Saved entries
☆ ☆ ☆
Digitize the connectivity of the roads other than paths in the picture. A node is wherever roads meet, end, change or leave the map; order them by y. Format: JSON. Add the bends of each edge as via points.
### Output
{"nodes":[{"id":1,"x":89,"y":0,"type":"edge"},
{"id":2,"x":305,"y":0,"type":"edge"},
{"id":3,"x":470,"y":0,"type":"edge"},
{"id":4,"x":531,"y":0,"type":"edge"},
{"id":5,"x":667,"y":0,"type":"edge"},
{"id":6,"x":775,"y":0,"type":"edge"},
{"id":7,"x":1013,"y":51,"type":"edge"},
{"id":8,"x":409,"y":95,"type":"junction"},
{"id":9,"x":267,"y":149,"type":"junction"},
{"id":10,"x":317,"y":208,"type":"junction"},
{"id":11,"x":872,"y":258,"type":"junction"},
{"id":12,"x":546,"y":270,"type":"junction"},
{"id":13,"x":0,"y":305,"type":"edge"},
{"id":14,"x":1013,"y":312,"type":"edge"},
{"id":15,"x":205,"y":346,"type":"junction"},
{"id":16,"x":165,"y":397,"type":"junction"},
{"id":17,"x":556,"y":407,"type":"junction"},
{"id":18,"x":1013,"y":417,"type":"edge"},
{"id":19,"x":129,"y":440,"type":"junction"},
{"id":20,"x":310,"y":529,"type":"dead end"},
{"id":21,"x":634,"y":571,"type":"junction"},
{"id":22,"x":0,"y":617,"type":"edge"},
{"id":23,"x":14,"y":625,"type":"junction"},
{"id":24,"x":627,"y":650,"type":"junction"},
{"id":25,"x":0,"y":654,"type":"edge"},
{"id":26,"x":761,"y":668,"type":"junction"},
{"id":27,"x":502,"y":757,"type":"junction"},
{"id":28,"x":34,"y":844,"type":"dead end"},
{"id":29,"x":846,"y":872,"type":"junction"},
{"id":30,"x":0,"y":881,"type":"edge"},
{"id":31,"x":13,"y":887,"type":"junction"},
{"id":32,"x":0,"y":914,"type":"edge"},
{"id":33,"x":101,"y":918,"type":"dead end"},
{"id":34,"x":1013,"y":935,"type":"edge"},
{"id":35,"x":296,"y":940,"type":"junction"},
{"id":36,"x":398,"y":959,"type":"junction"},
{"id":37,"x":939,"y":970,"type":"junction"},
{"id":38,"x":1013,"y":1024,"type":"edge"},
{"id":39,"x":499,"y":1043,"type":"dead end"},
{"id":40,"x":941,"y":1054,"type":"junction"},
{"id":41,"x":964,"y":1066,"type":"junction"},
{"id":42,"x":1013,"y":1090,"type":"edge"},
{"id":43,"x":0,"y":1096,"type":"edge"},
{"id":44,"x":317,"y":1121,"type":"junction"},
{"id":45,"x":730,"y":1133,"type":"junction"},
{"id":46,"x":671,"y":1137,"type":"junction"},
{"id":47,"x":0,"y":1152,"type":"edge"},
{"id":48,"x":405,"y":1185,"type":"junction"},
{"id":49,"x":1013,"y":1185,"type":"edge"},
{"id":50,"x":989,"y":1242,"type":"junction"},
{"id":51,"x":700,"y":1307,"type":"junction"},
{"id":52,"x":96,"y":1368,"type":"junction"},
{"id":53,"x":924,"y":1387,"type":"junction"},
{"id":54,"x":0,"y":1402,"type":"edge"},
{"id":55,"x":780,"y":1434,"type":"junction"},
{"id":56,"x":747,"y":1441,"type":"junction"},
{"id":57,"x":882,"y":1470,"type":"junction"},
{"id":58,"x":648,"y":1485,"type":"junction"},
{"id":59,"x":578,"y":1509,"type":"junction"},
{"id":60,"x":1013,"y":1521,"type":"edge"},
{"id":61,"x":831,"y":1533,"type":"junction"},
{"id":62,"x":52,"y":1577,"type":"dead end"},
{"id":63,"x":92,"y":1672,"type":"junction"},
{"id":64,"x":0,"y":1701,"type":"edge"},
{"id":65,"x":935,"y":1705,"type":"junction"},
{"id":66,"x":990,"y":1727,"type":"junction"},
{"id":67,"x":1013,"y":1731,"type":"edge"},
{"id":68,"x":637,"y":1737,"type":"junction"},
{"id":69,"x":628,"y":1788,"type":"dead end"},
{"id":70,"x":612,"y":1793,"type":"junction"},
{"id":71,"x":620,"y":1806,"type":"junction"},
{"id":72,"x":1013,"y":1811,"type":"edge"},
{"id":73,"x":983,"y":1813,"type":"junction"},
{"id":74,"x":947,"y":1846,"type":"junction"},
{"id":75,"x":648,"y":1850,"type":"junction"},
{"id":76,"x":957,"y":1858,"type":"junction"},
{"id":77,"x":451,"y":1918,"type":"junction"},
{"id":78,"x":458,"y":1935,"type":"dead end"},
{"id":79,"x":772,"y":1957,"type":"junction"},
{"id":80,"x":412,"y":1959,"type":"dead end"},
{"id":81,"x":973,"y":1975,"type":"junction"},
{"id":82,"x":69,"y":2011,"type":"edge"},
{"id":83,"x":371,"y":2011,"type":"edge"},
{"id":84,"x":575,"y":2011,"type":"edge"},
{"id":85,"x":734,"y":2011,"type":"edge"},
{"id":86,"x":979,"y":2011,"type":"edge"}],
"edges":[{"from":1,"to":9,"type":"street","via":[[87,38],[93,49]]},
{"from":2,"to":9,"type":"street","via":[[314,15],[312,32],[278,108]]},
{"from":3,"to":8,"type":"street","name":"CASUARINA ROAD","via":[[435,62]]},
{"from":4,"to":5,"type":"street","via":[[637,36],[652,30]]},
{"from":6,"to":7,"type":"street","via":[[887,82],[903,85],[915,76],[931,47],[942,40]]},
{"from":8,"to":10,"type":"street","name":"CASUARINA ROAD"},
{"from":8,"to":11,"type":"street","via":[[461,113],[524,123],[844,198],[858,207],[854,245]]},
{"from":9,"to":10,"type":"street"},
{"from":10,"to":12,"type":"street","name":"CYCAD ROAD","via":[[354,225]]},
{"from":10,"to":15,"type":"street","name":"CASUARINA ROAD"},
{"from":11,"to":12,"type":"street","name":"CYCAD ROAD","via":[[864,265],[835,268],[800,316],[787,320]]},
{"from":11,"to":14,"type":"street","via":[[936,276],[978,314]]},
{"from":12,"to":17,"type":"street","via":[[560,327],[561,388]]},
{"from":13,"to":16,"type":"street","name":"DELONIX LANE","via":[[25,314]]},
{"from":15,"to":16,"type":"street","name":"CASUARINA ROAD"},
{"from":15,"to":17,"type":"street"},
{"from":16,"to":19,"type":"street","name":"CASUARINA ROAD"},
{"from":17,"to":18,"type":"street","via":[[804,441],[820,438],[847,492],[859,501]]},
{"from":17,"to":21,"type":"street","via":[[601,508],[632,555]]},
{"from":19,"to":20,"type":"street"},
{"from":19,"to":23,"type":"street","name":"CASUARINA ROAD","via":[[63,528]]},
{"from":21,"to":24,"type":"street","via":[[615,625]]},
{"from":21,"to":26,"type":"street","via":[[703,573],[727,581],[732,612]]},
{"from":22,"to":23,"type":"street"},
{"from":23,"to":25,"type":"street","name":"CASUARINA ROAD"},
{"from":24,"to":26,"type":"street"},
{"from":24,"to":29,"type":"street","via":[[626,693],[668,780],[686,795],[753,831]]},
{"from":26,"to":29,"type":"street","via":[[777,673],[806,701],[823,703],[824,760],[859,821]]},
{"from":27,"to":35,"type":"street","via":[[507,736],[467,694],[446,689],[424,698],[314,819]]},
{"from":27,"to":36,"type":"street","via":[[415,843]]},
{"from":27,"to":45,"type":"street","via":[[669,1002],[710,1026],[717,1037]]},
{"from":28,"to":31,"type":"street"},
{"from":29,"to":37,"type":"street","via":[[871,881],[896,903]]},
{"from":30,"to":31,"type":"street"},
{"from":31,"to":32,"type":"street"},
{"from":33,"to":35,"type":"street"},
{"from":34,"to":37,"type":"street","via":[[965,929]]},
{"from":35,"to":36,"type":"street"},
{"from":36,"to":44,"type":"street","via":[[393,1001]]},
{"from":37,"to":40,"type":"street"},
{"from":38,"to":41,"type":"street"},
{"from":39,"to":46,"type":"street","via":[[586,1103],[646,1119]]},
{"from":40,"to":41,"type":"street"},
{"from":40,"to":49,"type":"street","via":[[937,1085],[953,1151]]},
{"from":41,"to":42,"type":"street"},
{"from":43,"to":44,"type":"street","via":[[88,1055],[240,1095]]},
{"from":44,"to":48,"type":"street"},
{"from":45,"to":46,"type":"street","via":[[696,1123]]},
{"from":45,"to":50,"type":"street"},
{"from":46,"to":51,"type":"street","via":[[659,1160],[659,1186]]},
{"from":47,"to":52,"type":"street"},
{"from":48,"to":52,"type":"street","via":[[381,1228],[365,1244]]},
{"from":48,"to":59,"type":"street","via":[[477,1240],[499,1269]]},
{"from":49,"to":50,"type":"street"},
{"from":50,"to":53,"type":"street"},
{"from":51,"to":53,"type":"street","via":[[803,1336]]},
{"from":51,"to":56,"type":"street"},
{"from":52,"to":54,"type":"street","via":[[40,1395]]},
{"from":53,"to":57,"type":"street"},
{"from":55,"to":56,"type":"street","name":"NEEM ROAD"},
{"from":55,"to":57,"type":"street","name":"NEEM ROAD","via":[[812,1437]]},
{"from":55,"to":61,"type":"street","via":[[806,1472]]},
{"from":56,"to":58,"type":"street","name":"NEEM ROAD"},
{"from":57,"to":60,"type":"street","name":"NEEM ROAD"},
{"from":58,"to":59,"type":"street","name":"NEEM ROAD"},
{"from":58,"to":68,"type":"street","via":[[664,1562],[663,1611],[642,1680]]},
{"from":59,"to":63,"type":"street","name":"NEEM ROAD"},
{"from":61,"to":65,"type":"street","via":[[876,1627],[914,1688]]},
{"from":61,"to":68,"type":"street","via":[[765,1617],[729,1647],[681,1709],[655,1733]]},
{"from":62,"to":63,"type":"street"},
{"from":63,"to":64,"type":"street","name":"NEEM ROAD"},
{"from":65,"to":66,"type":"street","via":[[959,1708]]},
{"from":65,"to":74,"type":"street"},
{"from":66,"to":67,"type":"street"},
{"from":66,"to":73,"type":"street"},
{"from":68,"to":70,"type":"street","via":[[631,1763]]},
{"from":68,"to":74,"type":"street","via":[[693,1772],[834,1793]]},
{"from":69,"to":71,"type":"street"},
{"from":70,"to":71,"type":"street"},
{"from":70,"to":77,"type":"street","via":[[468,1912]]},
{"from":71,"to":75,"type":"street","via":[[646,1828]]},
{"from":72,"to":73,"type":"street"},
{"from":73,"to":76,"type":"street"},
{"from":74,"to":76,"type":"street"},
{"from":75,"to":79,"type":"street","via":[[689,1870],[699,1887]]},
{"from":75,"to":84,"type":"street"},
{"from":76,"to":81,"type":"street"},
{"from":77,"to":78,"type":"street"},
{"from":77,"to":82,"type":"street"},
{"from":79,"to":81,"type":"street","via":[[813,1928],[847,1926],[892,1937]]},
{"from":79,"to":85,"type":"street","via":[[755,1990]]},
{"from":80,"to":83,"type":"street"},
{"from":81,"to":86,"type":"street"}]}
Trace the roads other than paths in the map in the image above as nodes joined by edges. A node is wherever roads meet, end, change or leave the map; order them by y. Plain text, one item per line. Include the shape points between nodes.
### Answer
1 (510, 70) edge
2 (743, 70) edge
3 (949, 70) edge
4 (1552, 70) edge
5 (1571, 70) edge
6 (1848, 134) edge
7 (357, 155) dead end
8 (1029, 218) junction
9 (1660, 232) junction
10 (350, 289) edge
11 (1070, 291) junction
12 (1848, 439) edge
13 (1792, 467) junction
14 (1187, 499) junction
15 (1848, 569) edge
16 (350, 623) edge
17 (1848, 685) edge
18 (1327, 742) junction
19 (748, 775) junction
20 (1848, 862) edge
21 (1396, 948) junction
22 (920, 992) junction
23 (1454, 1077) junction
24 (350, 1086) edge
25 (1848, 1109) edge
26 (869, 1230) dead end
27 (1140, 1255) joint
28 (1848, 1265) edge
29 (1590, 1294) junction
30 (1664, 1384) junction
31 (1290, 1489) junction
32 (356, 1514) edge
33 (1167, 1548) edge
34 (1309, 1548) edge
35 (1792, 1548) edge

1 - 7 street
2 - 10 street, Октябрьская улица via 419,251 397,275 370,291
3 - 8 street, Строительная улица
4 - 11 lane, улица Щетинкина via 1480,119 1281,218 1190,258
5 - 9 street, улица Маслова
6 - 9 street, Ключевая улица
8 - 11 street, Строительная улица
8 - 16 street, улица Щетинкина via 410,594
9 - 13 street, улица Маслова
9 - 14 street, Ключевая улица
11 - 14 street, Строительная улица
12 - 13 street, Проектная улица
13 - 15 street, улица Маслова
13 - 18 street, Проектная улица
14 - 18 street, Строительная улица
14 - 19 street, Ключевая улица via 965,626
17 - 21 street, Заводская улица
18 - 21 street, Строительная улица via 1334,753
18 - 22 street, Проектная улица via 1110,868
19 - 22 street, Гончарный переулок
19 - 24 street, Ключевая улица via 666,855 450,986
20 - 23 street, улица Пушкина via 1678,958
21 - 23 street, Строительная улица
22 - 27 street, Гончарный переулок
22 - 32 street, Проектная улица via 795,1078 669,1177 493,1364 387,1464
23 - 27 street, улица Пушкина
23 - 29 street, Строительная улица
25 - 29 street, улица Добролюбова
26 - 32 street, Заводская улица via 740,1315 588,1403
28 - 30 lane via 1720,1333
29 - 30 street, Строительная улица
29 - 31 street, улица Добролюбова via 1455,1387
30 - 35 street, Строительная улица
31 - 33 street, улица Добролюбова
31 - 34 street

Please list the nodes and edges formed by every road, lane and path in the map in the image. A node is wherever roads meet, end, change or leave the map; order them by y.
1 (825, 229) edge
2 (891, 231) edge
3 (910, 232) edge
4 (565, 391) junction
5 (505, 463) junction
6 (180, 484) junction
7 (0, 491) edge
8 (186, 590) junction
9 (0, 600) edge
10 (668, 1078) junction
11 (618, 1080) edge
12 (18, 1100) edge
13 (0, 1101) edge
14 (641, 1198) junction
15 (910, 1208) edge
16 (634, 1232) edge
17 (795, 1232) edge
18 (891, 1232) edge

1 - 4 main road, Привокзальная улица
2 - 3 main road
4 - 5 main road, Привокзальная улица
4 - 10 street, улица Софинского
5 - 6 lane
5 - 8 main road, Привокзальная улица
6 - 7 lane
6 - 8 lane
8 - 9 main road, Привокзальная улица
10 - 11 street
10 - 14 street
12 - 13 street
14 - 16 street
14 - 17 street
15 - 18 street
☆ ☆ ☆
> WORK ITEM
Find "Please list the" in the entries above, then repeat its line and all lines after it exactly, down to the last line.

> TASK ANSWER
Please list the nodes and edges formed by every road, lane and path in the map in the image. A node is wherever roads meet, end, change or leave the map; order them by y.
1 (825, 229) edge
2 (891, 231) edge
3 (910, 232) edge
4 (565, 391) junction
5 (505, 463) junction
6 (180, 484) junction
7 (0, 491) edge
8 (186, 590) junction
9 (0, 600) edge
10 (668, 1078) junction
11 (618, 1080) edge
12 (18, 1100) edge
13 (0, 1101) edge
14 (641, 1198) junction
15 (910, 1208) edge
16 (634, 1232) edge
17 (795, 1232) edge
18 (891, 1232) edge

1 - 4 main road, Привокзальная улица
2 - 3 main road
4 - 5 main road, Привокзальная улица
4 - 10 street, улица Софинского
5 - 6 lane
5 - 8 main road, Привокзальная улица
6 - 7 lane
6 - 8 lane
8 - 9 main road, Привокзальная улица
10 - 11 street
10 - 14 street
12 - 13 street
14 - 16 street
14 - 17 street
15 - 18 street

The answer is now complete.